Free Press Journal

Keeping Cool: Tides in economic affairs


Financial education concept - adult and child hands holding smiling piggy bank

In order to survive a economic slump, one needs to make smart investments and be calm in such trying times, says Tensing Rodrigues.

As I was entering Chennai last week, I was pleased to see green fields all along the tracks. That usually has not been the scene, particularly at this time of the year, over last two years that I have been shuttling in and out of the southern metropolis. I remember leaving the city towards the end of last December; wide swathes of land all along were under water, with tops of the trees and roofs of the huts poking through. That brings back the scary memories of that fateful night of December 1, when I found myself fighting a losing battle to touch the base camp.

Why am telling you about the flood and the green fields? Because that is the difficult to accept rhythm of nature; the floods seem catastrophic; but then the silt and the water they bring in rejuvenates the land for the next few years. Therefore Shiva’s tandava nrutya has to go on. As in nature, so in economic affairs.

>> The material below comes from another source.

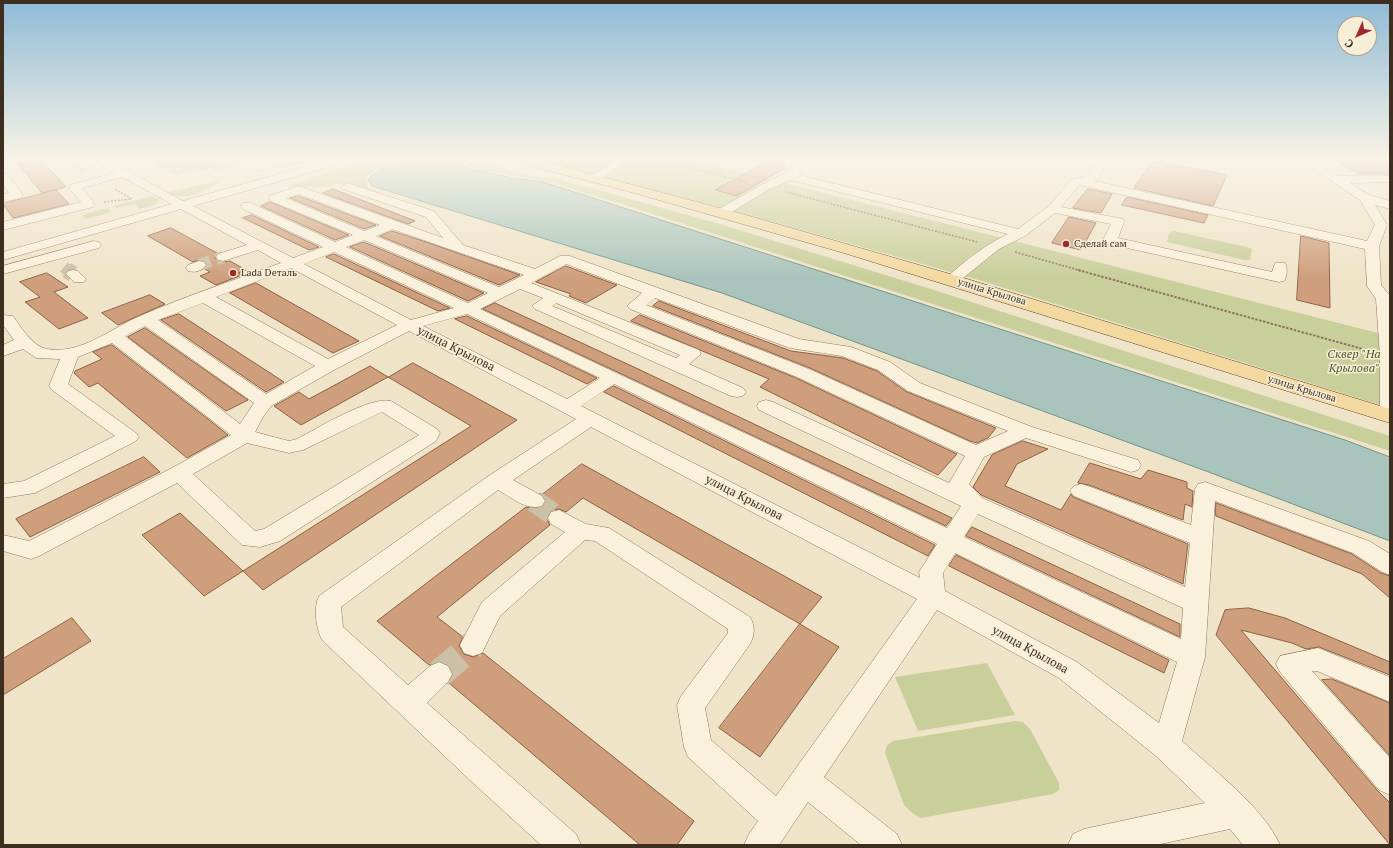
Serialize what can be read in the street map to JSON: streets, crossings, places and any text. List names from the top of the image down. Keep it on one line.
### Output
{"streets":{"main road":["улица Крылова"]},"parks":["Сквер \"На Крылова\""],"places":["Сделай сам","Lada Dеталь"],"north":"bottom left"}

Right now we are told that the corporate assets are severely “stressed”; what it means is that many of those who had borrowed may not be able to repay; many may suffer catastrophic losses; many may go bankrupt, dragging along many others in a domino effect. Kingfisher has gone flat; banks are crying wolf. Depositors are worried; stock markets are in a panic. JSPL has confessed to a “short/medium term cash flow mismatches” leading to a CRISIL downgrade; but the company hopes to bring the business on track with assets sales and strategic collaborations through JVs. The Non-Performing Assets of the Public Sector Banks in the country as a whole have crossed Rs. 4 lakh crores, or one-and-half times their market capitalisation; in other words, a shareholder of these banks carries a burden of Rs. 150 for every Rs. 100 invested in their shares. And so on; the sorry story goes on …

So what do we do? Just give up and say all is lost? As one stock trader did in Chennai some weeks back? That is the point about the floods and the green fields. On that night of December 1, I headed into the darkness of despair as my auto rickshaw sputtered and stopped and re-started through foot deep water never seeming to reach its destination. But a few months later I was enjoying the green fields.

The economy has to necessarily go through these phases of stress to weed out the inefficient; when profits come easy, the efficient, the not so efficient and the inefficient make hay. But when the supernormal profits vanish and covering costs becomes a Herculean task, only those with very sound business models, very lean cost structures and very deep pockets, survive. The rest die, decay and are washed away, becoming fodder for new comers, and letting the economy begin on a new slate. The process is painful, no doubt; we cannot say how long it will last; we cannot say for whom the bell will toll. Obviously, and in the same manner, these difficult times take toll of the investors as well. Only those with sound investment models, risk proof investment strategies and sufficient capacity to remain invested, survive. This is the time to realise that investment is not magic that can be learned by watching CNBC TV18 or some pulp guide to stock market.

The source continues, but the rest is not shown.